▸ **WHAT YOU ARE ASKED TO DO**: Although the entries contain pictures, repeat only their words, exactly as written.

[Saved entries]
....

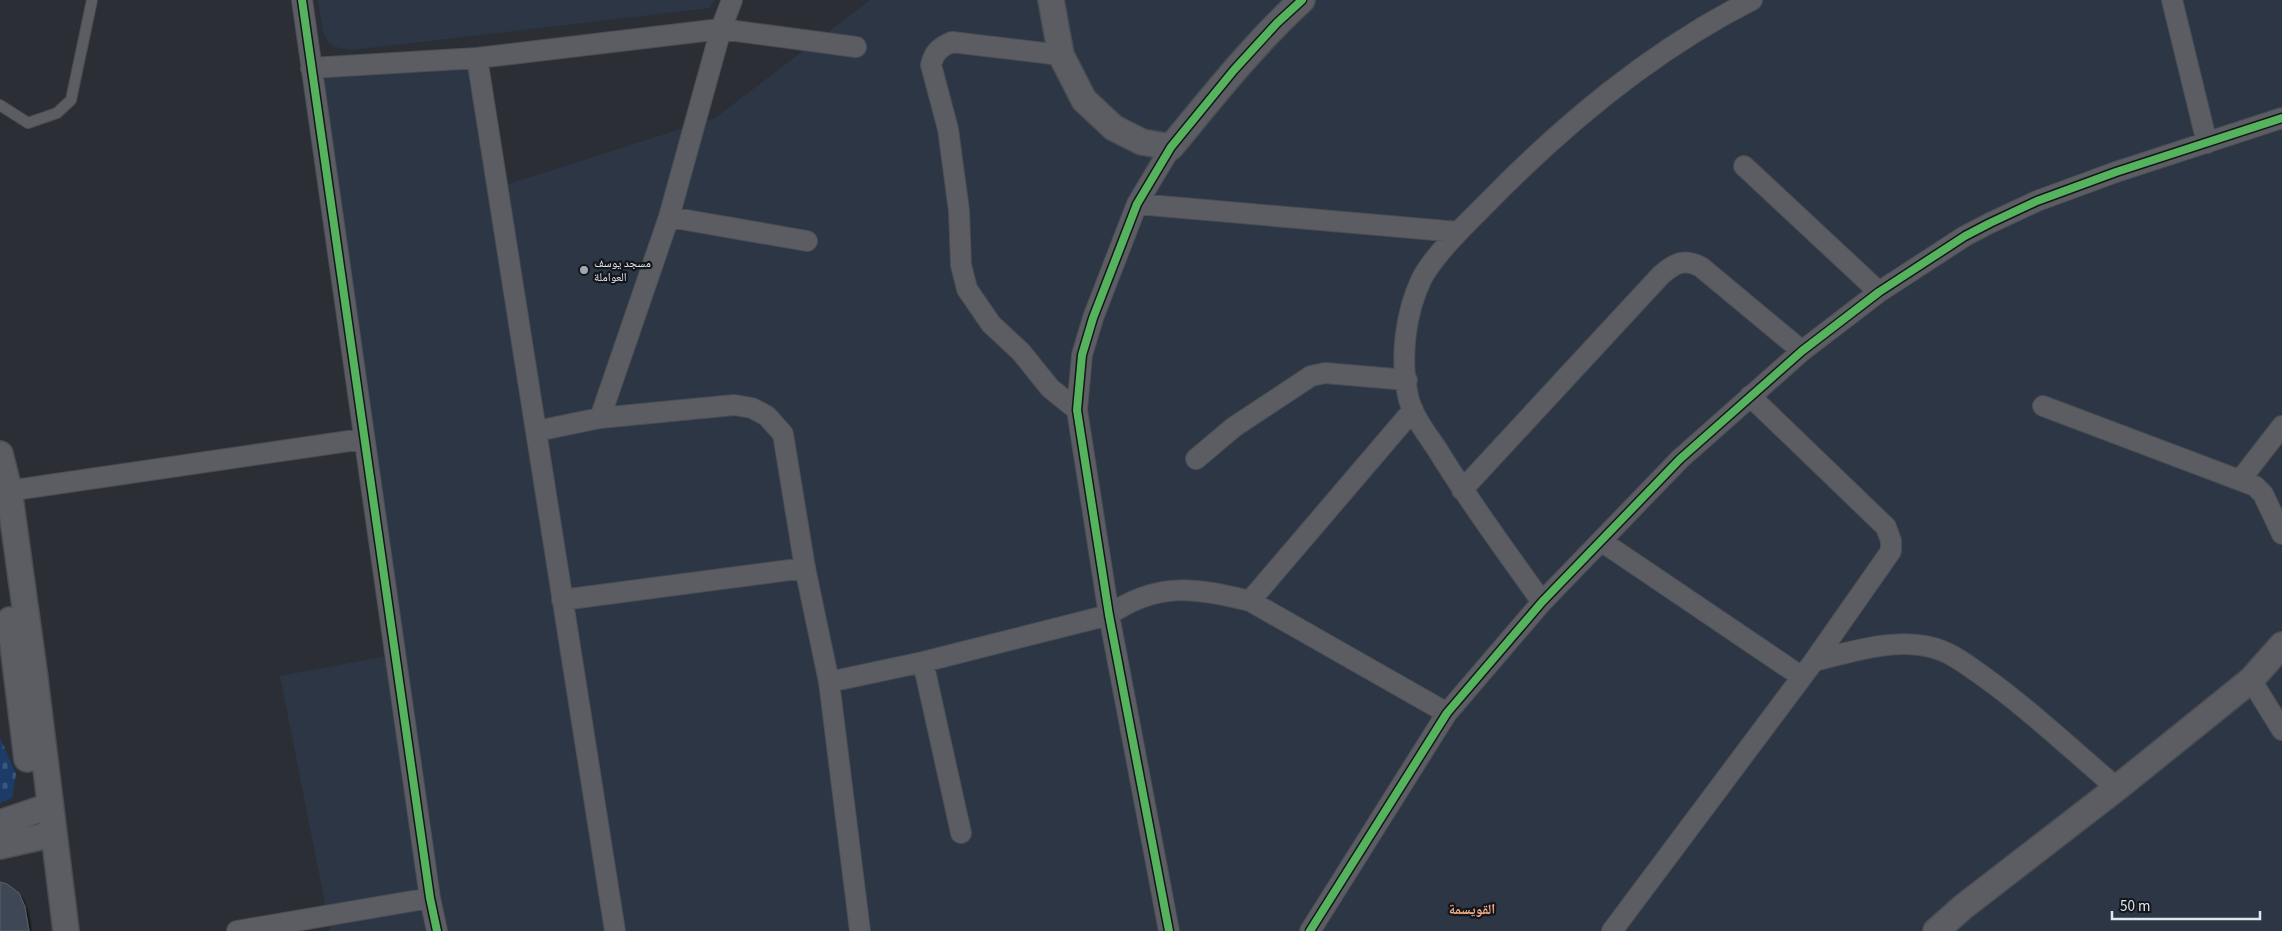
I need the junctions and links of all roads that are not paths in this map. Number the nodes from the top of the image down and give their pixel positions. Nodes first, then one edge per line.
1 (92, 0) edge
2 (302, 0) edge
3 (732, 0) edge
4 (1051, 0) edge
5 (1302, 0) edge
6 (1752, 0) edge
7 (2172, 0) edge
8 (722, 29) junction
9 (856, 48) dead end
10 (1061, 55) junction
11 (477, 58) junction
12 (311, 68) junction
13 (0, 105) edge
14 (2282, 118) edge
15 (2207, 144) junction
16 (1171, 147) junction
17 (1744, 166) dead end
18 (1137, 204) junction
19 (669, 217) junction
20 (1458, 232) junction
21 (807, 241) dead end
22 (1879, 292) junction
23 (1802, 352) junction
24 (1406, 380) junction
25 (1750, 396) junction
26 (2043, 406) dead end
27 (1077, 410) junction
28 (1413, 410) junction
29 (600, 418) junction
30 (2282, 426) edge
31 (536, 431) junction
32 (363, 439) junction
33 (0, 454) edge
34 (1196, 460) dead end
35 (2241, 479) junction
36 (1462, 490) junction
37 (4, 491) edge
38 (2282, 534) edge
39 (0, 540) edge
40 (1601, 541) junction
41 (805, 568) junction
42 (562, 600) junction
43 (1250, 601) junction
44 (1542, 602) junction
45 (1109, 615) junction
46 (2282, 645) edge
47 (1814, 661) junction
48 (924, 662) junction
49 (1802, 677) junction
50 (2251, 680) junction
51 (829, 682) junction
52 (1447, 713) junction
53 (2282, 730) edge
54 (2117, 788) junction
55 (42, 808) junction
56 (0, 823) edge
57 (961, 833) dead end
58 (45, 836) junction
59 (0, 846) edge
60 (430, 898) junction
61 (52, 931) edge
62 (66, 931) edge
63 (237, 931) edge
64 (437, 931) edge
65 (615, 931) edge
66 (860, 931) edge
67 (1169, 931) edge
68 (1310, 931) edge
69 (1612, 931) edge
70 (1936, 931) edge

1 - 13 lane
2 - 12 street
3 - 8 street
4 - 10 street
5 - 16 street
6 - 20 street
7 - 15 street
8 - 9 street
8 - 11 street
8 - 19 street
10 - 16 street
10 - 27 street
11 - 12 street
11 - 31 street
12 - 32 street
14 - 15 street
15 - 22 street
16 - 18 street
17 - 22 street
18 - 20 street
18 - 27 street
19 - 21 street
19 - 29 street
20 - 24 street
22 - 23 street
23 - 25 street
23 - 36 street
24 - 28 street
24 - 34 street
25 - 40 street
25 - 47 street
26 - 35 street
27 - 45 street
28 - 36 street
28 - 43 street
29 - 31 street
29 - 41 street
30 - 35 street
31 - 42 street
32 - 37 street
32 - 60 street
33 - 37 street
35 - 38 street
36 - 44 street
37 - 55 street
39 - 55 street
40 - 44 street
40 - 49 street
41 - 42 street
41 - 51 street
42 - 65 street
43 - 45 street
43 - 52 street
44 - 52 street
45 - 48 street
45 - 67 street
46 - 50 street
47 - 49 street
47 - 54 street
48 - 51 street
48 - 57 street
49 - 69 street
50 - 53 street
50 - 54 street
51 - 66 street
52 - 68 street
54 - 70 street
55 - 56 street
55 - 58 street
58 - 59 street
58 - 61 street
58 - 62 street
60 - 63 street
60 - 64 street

....

▸ **EXERCISE SOLUTION**:
I need the junctions and links of all roads that are not paths in this map. Number the nodes from the top of the image down and give their pixel positions. Nodes first, then one edge per line.
1 (92, 0) edge
2 (302, 0) edge
3 (732, 0) edge
4 (1051, 0) edge
5 (1302, 0) edge
6 (1752, 0) edge
7 (2172, 0) edge
8 (722, 29) junction
9 (856, 48) dead end
10 (1061, 55) junction
11 (477, 58) junction
12 (311, 68) junction
13 (0, 105) edge
14 (2282, 118) edge
15 (2207, 144) junction
16 (1171, 147) junction
17 (1744, 166) dead end
18 (1137, 204) junction
19 (669, 217) junction
20 (1458, 232) junction
21 (807, 241) dead end
22 (1879, 292) junction
23 (1802, 352) junction
24 (1406, 380) junction
25 (1750, 396) junction
26 (2043, 406) dead end
27 (1077, 410) junction
28 (1413, 410) junction
29 (600, 418) junction
30 (2282, 426) edge
31 (536, 431) junction
32 (363, 439) junction
33 (0, 454) edge
34 (1196, 460) dead end
35 (2241, 479) junction
36 (1462, 490) junction
37 (4, 491) edge
38 (2282, 534) edge
39 (0, 540) edge
40 (1601, 541) junction
41 (805, 568) junction
42 (562, 600) junction
43 (1250, 601) junction
44 (1542, 602) junction
45 (1109, 615) junction
46 (2282, 645) edge
47 (1814, 661) junction
48 (924, 662) junction
49 (1802, 677) junction
50 (2251, 680) junction
51 (829, 682) junction
52 (1447, 713) junction
53 (2282, 730) edge
54 (2117, 788) junction
55 (42, 808) junction
56 (0, 823) edge
57 (961, 833) dead end
58 (45, 836) junction
59 (0, 846) edge
60 (430, 898) junction
61 (52, 931) edge
62 (66, 931) edge
63 (237, 931) edge
64 (437, 931) edge
65 (615, 931) edge
66 (860, 931) edge
67 (1169, 931) edge
68 (1310, 931) edge
69 (1612, 931) edge
70 (1936, 931) edge

1 - 13 lane
2 - 12 street
3 - 8 street
4 - 10 street
5 - 16 street
6 - 20 street
7 - 15 street
8 - 9 street
8 - 11 street
8 - 19 street
10 - 16 street
10 - 27 street
11 - 12 street
11 - 31 street
12 - 32 street
14 - 15 street
15 - 22 street
16 - 18 street
17 - 22 street
18 - 20 street
18 - 27 street
19 - 21 street
19 - 29 street
20 - 24 street
22 - 23 street
23 - 25 street
23 - 36 street
24 - 28 street
24 - 34 street
25 - 40 street
25 - 47 street
26 - 35 street
27 - 45 street
28 - 36 street
28 - 43 street
29 - 31 street
29 - 41 street
30 - 35 street
31 - 42 street
32 - 37 street
32 - 60 street
33 - 37 street
35 - 38 street
36 - 44 street
37 - 55 street
39 - 55 street
40 - 44 street
40 - 49 street
41 - 42 street
41 - 51 street
42 - 65 street
43 - 45 street
43 - 52 street
44 - 52 street
45 - 48 street
45 - 67 street
46 - 50 street
47 - 49 street
47 - 54 street
48 - 51 street
48 - 57 street
49 - 69 street
50 - 53 street
50 - 54 street
51 - 66 street
52 - 68 street
54 - 70 street
55 - 56 street
55 - 58 street
58 - 59 street
58 - 61 street
58 - 62 street
60 - 63 street
60 - 64 street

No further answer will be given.